Deus é Espírito (Jo 4, 24), e Deus é Amor (1Jo 4, 8), e por isso amar é encarnar Deus, é cumprir a Lei, tornando-se a própria Lei, segundo o Espírito. “O amor não pratica o mal contra o próximo. Portanto, o amor é a plenitude da Lei” (Rm 13, 10).

Porque é amor que eu quero e não sacrifício, conhecimento de Deus mais do que holocaustos” (Os 6, 6).

Ainda assim, porque ainda não nos reconciliamos com Deus, somos corrigidos por Ele, para que nos arrependamos e, então, possamos praticar a Lei com perfeição, porque Deus corrige a quem ama, para que o amado possa ser perfeito, como Deus, tornando-se sua imagem e semelhança.

“Meu filho, não desprezes a disciplina de Iahweh, nem te canses com a sua exortação; porque Iahweh repreende os que ele ama, como um pai ao filho preferido” (Pr 3, 11-12).

“Vós esquecestes a exortação que vos foi dirigida como a filhos: Meu filho, não desprezes a educação do Senhor, não desanimes quando ele te corrige; pois o Senhor educa a quem ama, e castiga todo filho que acolhe” (Hb 12, 5-6).

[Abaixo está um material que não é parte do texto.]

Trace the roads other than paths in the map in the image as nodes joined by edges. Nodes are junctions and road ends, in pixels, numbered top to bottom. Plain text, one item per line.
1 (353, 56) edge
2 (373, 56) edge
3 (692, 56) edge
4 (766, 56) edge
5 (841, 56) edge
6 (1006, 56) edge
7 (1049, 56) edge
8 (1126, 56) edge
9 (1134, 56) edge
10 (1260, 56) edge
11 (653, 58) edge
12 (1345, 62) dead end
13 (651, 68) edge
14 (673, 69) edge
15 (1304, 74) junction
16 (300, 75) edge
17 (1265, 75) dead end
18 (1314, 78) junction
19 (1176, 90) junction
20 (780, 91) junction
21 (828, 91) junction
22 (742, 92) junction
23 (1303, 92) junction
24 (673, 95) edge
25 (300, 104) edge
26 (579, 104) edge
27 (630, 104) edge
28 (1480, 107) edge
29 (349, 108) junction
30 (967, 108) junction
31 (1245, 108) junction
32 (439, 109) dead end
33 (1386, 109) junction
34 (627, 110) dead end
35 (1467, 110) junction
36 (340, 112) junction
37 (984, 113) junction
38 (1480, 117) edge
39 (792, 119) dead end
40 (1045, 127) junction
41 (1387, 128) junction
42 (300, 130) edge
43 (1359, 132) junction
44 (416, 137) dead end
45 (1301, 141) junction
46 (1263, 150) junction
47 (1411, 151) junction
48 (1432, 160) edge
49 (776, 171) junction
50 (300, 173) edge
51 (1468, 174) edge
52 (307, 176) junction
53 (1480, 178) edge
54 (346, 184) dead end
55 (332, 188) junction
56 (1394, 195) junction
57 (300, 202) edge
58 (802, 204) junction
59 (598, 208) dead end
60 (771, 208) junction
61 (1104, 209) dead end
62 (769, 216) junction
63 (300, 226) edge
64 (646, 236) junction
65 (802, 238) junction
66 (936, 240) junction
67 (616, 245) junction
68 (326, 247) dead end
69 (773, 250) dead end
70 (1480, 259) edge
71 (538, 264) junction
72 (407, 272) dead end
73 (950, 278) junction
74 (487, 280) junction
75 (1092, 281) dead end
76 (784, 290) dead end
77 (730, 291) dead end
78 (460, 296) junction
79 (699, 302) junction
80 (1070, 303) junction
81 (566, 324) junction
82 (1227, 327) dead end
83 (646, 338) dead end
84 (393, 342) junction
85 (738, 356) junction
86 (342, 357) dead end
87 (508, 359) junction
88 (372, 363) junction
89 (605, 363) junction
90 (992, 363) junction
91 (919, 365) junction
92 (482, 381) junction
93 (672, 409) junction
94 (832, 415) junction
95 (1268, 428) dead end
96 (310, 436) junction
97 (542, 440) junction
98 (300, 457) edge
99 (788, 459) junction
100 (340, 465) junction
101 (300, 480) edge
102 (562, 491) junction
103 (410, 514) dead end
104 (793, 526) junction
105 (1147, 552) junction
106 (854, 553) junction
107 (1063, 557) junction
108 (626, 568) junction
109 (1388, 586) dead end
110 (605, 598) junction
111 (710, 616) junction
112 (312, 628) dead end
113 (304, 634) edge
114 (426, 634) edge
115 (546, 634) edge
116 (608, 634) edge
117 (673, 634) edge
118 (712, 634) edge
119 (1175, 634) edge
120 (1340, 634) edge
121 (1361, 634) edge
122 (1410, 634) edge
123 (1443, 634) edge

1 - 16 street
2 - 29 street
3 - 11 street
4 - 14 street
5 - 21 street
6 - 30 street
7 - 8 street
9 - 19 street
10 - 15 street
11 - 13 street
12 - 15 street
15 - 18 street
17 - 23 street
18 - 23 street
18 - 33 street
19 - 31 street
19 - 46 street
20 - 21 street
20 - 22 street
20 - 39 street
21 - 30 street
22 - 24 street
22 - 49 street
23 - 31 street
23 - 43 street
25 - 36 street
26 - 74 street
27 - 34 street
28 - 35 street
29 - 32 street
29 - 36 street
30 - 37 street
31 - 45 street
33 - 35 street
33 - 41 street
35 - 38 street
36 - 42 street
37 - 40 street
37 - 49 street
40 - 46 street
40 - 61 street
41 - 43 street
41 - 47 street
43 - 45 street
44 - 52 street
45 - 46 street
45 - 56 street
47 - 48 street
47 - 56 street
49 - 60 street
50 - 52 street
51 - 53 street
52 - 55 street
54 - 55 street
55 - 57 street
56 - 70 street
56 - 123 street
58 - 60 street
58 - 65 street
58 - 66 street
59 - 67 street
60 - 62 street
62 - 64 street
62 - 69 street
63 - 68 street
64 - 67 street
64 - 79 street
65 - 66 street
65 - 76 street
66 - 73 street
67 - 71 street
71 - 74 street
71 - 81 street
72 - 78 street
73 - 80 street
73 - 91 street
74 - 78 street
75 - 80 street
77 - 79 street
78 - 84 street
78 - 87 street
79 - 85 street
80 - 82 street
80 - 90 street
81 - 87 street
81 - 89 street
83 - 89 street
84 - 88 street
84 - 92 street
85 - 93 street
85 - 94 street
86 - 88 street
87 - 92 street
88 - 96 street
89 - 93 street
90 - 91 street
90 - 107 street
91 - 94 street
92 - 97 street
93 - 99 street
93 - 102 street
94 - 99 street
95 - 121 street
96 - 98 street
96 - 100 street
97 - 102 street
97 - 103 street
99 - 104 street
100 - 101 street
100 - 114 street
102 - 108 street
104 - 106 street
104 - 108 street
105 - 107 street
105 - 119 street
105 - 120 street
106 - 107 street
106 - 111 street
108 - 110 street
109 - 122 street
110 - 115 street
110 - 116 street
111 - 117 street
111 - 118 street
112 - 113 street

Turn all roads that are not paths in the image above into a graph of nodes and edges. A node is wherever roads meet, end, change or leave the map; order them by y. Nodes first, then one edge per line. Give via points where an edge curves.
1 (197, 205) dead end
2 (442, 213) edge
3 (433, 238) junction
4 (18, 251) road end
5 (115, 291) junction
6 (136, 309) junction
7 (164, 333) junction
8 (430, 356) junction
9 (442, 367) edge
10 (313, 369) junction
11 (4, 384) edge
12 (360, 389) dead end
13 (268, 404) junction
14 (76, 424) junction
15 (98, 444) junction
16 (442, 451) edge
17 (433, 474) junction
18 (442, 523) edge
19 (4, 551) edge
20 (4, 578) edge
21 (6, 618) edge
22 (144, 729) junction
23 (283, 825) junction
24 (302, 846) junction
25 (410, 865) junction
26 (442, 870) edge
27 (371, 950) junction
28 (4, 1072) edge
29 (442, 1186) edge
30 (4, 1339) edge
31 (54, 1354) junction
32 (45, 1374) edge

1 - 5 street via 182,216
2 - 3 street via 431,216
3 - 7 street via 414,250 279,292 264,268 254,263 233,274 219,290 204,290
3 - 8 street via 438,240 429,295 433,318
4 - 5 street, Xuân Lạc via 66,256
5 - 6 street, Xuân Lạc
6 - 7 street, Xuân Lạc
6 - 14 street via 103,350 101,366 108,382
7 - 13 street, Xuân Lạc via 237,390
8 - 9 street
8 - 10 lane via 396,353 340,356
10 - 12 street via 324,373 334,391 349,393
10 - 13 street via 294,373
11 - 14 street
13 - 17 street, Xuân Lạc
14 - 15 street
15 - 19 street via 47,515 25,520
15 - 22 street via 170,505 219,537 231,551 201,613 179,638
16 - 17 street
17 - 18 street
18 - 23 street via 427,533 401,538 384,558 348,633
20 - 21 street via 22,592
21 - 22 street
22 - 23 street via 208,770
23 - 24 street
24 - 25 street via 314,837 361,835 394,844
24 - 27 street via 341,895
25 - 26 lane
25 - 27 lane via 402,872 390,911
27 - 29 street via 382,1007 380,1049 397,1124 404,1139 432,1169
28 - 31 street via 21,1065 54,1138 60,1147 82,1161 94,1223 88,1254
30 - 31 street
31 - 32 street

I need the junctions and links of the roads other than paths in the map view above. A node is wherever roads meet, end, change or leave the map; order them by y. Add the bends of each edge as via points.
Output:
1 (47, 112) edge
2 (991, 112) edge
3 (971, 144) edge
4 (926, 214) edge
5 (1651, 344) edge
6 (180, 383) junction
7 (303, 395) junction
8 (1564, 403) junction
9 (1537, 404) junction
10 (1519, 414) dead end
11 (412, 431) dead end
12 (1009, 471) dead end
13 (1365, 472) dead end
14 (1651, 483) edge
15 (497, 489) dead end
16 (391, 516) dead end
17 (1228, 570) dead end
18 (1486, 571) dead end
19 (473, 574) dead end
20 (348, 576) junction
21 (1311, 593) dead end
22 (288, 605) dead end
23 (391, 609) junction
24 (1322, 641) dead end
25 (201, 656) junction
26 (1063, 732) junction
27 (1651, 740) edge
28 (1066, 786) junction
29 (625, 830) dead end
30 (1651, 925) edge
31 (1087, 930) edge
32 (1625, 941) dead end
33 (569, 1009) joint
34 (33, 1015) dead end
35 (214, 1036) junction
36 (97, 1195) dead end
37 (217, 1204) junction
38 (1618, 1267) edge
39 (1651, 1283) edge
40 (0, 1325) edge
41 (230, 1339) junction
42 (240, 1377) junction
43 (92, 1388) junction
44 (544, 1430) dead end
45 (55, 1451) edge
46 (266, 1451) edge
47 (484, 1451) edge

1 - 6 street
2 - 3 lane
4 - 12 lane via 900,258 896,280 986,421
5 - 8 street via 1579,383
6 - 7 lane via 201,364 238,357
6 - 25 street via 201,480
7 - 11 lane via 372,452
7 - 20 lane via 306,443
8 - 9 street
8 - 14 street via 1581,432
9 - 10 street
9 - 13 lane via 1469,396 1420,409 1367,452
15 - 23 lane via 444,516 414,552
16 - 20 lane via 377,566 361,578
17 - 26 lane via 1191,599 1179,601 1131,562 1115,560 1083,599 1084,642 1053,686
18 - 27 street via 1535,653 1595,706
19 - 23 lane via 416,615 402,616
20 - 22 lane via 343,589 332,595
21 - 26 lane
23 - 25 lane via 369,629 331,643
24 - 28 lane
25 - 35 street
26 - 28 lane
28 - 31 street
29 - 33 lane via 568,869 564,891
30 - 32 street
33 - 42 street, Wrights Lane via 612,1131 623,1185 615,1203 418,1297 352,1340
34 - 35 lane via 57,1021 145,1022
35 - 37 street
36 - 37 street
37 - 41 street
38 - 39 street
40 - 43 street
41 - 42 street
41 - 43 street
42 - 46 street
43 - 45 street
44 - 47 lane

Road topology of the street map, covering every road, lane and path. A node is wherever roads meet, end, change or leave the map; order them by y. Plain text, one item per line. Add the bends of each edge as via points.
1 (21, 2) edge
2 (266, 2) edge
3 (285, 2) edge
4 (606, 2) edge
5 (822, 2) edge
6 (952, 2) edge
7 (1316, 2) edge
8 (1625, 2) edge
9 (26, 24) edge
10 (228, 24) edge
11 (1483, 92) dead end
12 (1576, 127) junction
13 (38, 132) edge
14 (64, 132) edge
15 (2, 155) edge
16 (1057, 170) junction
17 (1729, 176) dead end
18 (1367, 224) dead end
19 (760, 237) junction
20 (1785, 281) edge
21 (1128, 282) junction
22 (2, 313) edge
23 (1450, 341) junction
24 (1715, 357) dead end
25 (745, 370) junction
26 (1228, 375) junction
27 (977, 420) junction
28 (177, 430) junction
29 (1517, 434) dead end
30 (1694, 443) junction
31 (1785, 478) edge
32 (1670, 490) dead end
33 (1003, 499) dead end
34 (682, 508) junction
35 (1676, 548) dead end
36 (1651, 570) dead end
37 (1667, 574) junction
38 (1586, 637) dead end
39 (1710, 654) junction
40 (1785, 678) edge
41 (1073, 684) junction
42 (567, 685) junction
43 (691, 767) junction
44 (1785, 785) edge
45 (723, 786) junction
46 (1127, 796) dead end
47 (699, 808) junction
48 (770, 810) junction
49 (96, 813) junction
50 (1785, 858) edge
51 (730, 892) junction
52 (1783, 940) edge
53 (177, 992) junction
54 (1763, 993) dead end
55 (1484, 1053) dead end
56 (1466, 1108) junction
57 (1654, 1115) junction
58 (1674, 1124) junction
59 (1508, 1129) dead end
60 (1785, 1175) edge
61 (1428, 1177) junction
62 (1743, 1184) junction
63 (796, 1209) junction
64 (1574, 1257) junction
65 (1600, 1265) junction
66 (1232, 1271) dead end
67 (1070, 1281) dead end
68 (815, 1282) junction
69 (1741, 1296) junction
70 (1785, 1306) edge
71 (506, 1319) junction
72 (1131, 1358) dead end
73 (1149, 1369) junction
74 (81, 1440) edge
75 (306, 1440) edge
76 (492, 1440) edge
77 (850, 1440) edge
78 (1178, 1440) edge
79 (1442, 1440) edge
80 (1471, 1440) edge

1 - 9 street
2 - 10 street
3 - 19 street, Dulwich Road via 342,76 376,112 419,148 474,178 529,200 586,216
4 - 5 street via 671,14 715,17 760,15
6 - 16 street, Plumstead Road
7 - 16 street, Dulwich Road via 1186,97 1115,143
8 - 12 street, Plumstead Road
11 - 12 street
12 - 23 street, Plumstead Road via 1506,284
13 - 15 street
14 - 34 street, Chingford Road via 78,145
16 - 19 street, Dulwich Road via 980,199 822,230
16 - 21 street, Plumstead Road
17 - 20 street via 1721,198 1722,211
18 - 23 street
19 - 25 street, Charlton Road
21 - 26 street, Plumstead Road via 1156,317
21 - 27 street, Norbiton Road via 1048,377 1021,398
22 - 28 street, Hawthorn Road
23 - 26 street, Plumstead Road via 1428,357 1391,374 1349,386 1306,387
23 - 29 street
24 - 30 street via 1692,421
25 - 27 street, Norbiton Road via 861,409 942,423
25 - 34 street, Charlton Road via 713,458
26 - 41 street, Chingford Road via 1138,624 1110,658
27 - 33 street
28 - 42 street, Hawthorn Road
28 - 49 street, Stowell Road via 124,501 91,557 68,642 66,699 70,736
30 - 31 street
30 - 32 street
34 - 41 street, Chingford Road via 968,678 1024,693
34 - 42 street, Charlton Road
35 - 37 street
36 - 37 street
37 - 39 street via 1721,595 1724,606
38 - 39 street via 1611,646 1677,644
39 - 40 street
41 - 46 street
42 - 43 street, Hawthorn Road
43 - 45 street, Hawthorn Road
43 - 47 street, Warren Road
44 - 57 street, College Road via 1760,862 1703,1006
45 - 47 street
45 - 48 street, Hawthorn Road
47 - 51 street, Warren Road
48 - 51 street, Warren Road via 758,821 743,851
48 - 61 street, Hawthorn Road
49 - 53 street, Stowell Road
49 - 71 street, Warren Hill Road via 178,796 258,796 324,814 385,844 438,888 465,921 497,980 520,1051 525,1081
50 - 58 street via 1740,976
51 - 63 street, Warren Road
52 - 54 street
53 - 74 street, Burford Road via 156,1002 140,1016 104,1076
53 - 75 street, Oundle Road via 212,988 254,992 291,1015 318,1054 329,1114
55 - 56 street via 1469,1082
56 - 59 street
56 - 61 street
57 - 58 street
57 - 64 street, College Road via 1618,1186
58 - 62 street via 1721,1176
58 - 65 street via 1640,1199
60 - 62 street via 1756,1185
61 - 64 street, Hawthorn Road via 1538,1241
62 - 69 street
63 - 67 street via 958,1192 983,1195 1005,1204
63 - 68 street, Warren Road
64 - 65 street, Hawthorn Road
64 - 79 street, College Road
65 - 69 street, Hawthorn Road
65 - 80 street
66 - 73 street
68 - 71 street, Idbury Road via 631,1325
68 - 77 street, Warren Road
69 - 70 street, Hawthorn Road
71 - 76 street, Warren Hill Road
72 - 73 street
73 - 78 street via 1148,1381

Portanto, aceitar a realidade, com humildade, reconhecer a necessidade da educação e da repreensão, quando estamos em erro, pela autêntica “Autoridade” (http://emporiododireito.com.br/leitura/autoridade) para que haja o arrependimento, também é cumprir a Lei da Liberdade, porque “disciplina é liberdade” (Renato Russo).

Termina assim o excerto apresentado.